The research group of Dr. Allison Shaw at the University of Minnesota-Twin Cities uses mathematical and computational models to answer questions about animal movement. Dr. Shaw's group is currently recruiting one or more undergraduate students to work on a research project during summer 2019, as part of an NSF-funded grant in collaboration with Drs. Marlene Zuk, Meggan Craft (both University of Minnesota-Twin Cities), and Sandra Binning (University of Montreal).
Logistics
This is a paid position at full time (40hrs/week) for approximately 10-12 weeks, running from mid-May to mid-August (although the specific start/end dates are flexible).
Qualifications
No previous research experience is required, but priority will be given to students who have had coursework in differential equations and some experience programming (in any language).
To Apply
Send an email with (1) a copy of your CV, (2) a brief (up to 1 page) essay of what interests you about this work (identifying which, if any, of the above project ideas is of most interest to you) and a description of any past research experience. Review of applications will begin mid-February 2019 and continue until the position is filled.
Position Details
Position details:The project is to build a mathematical model to study the interaction between migrating animals and their parasites and pathogens. In particular our goal is to understand when migration is expected to evolve and how migration affects infection prevalence in the host population. This will entail building a mathematical model using analytic (pencil and paper) and/or computer simulation approaches.
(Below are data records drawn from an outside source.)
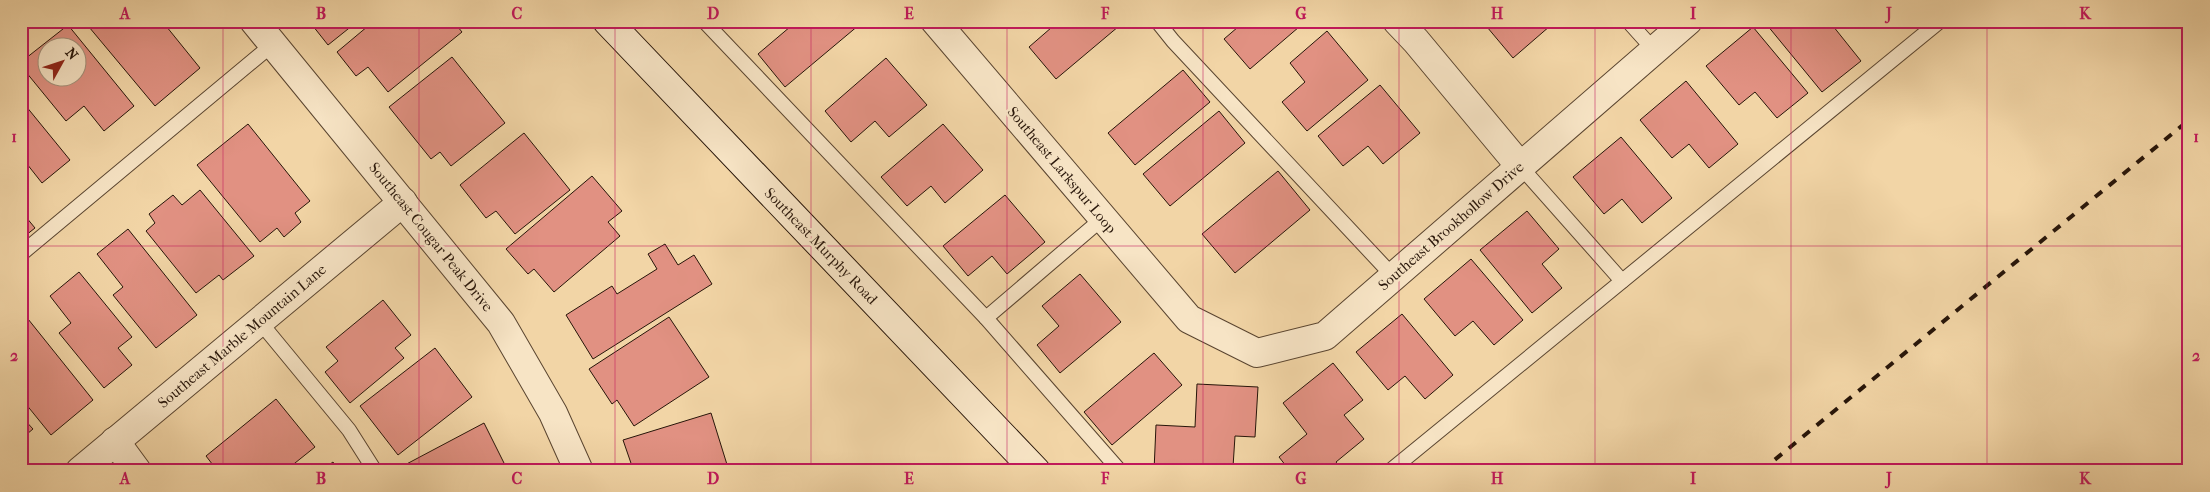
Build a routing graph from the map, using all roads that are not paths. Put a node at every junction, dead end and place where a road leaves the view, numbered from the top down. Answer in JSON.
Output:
{"nodes":[{"id":1,"x":254,"y":21,"type":"edge"},
{"id":2,"x":607,"y":21,"type":"edge"},
{"id":3,"x":704,"y":21,"type":"edge"},
{"id":4,"x":935,"y":21,"type":"edge"},
{"id":5,"x":1156,"y":21,"type":"edge"},
{"id":6,"x":1397,"y":21,"type":"edge"},
{"id":7,"x":1628,"y":21,"type":"edge"},
{"id":8,"x":1688,"y":21,"type":"edge"},
{"id":9,"x":1940,"y":21,"type":"edge"},
{"id":10,"x":273,"y":44,"type":"junction"},
{"id":11,"x":1654,"y":50,"type":"junction"},
{"id":12,"x":1520,"y":166,"type":"junction"},
{"id":13,"x":403,"y":202,"type":"junction"},
{"id":14,"x":1103,"y":218,"type":"junction"},
{"id":15,"x":21,"y":254,"type":"edge"},
{"id":16,"x":1393,"y":276,"type":"junction"},
{"id":17,"x":1622,"y":281,"type":"junction"},
{"id":18,"x":986,"y":318,"type":"junction"},
{"id":19,"x":1189,"y":319,"type":"joint"},
{"id":20,"x":260,"y":322,"type":"junction"},
{"id":21,"x":115,"y":441,"type":"junction"},
{"id":22,"x":80,"y":471,"type":"edge"},
{"id":23,"x":137,"y":471,"type":"edge"},
{"id":24,"x":375,"y":471,"type":"edge"},
{"id":25,"x":579,"y":471,"type":"edge"},
{"id":26,"x":1036,"y":471,"type":"edge"},
{"id":27,"x":1120,"y":471,"type":"edge"},
{"id":28,"x":1390,"y":471,"type":"edge"}],
"edges":[{"from":1,"to":10,"type":"street","name":"Southeast Cougar Peak Drive"},
{"from":2,"to":26,"type":"street","name":"Southeast Murphy Road"},
{"from":3,"to":18,"type":"lane"},
{"from":4,"to":14,"type":"street","name":"Southeast Larkspur Loop"},
{"from":5,"to":16,"type":"lane"},
{"from":6,"to":12,"type":"street"},
{"from":7,"to":11,"type":"lane"},
{"from":8,"to":11,"type":"street","name":"Southeast Brookhollow Drive"},
{"from":9,"to":17,"type":"lane"},
{"from":10,"to":13,"type":"street","name":"Southeast Cougar Peak Drive"},
{"from":10,"to":15,"type":"lane"},
{"from":11,"to":12,"type":"street","name":"Southeast Brookhollow Drive"},
{"from":12,"to":16,"type":"street","name":"Southeast Brookhollow Drive"},
{"from":12,"to":17,"type":"lane"},
{"from":13,"to":20,"type":"street","name":"Southeast Marble Mountain Lane"},
{"from":13,"to":25,"type":"street","name":"Southeast Cougar Peak Drive"},
{"from":14,"to":18,"type":"lane"},
{"from":14,"to":19,"type":"street","name":"Southeast Larkspur Loop"},
{"from":16,"to":19,"type":"street","name":"Southeast Brookhollow Drive"},
{"from":17,"to":28,"type":"lane"},
{"from":18,"to":27,"type":"lane"},
{"from":20,"to":21,"type":"street","name":"Southeast Marble Mountain Lane"},
{"from":20,"to":24,"type":"lane"},
{"from":21,"to":22,"type":"street","name":"Southeast Marble Mountain Lane"},
{"from":21,"to":23,"type":"street"}]}
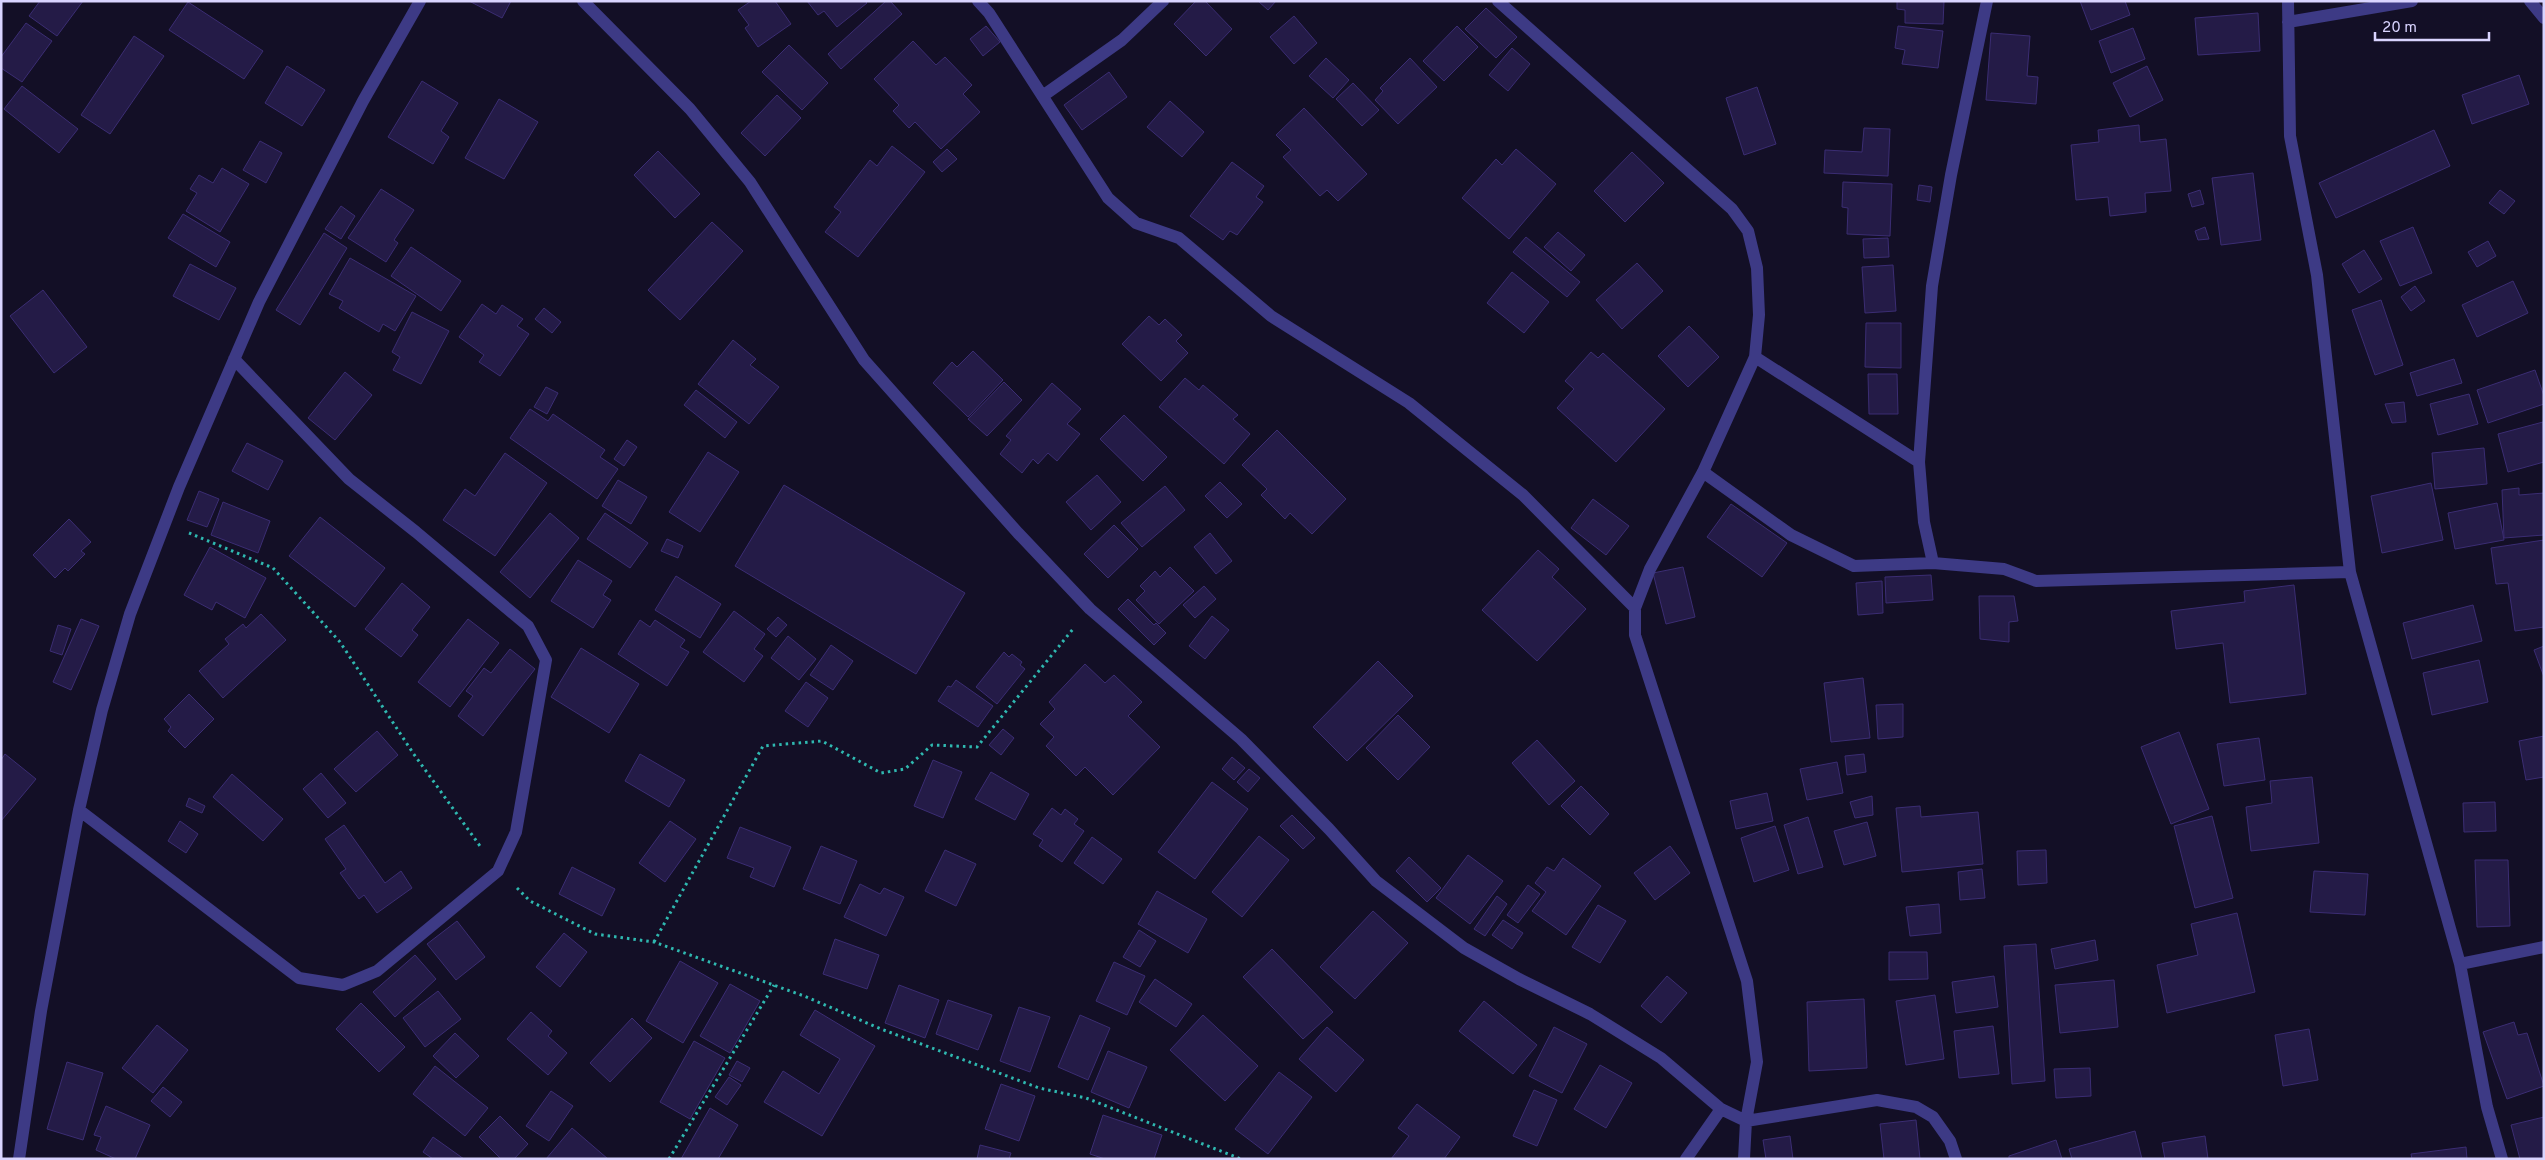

The specific project will be selected from one of the following topics:
(1) IMMUNITY. For some types of parasites and pathogens, the same individual can become infected more than once in its lifetime whereas in other cases individuals acquire immunity – once they become infected they can never become infected by the same pathogen again. Previous modeling work in our lab has used a Susceptible-Infected (SI) or SIS framework, assuming organisms remain infected or go back to being susceptible after infection. We could modify this model to account for immunity (using an SIR model with a ‘resistant’ or immune class instead of an SIS model) and ask: how does allowing for immunity change our expectation of when migration should evolve?
(2) INFECTION INTENSITY. For some types of parasites and pathogens any infection is costly, whereas in other cases more severe infections (i.e. having more parasites) leads to greater cost. Previous modeling work in our lab has assumed that all infected individuals are equivalent, assuming that infection severity does not matter. We could modify this model to account for infection severity, i.e. that a host infected with more parasites (e.g. helminth worms, ticks) will experience a higher cost of infection than those with only a few parasites. Then we could ask, how does accounting for infection ‘intensity’ change our expectation of when migration should evolve?
(3) VECTOR-BORNE PARASITES. Some types of parasites and pathogens are transmitted directly from other infected individuals (e.g. colds in humans) while others are transmitted by a ‘vector’ species (such as mosquitos which can spread malaria between humans). This second type of transmission is called ‘vector-borne transmission’. Previous modeling work in our lab has modeled vector-borne transmission implicitly by assuming that infection risk increases with the frequency of infected hosts in a population. We could modify this model to account for the vector population explicitly, adding equations to describe the number of infected and noninfected vectors and explicitly modeling how they interact with the host population. Then we could ask, how does accounting explicitly for the vector population change our expectation of when migration should evolve?
The specific project will be selected from one of the following topics:
(1) IMMUNITY. For some types of parasites and pathogens, the same individual can become infected more than once in its lifetime whereas in other cases individuals acquire immunity – once they become infected they can never become infected by the same pathogen again. Previous modeling work in our lab has used a Susceptible-Infected (SI) or SIS framework, assuming organisms remain infected or go back to being susceptible after infection. We could modify this model to account for immunity (using an SIR model with a ‘resistant’ or immune class instead of an SIS model) and ask: how does allowing for immunity change our expectation of when migration should evolve?
(2) INFECTION INTENSITY. For some types of parasites and pathogens any infection is costly, whereas in other cases more severe infections (i.e. having more parasites) leads to greater cost. Previous modeling work in our lab has assumed that all infected individuals are equivalent, assuming that infection severity does not matter. We could modify this model to account for infection severity, i.e. that a host infected with more parasites (e.g. helminth worms, ticks) will experience a higher cost of infection than those with only a few parasites. Then we could ask, how does accounting for infection ‘intensity’ change our expectation of when migration should evolve?
(3) VECTOR-BORNE PARASITES. Some types of parasites and pathogens are transmitted directly from other infected individuals (e.g. colds in humans) while others are transmitted by a ‘vector’ species (such as mosquitos which can spread malaria between humans). This second type of transmission is called ‘vector-borne transmission’. Previous modeling work in our lab has modeled vector-borne transmission implicitly by assuming that infection risk increases with the frequency of infected hosts in a population. We could modify this model to account for the vector population explicitly, adding equations to describe the number of infected and noninfected vectors and explicitly modeling how they interact with the host population. Then we could ask, how does accounting explicitly for the vector population change our expectation of when migration should evolve?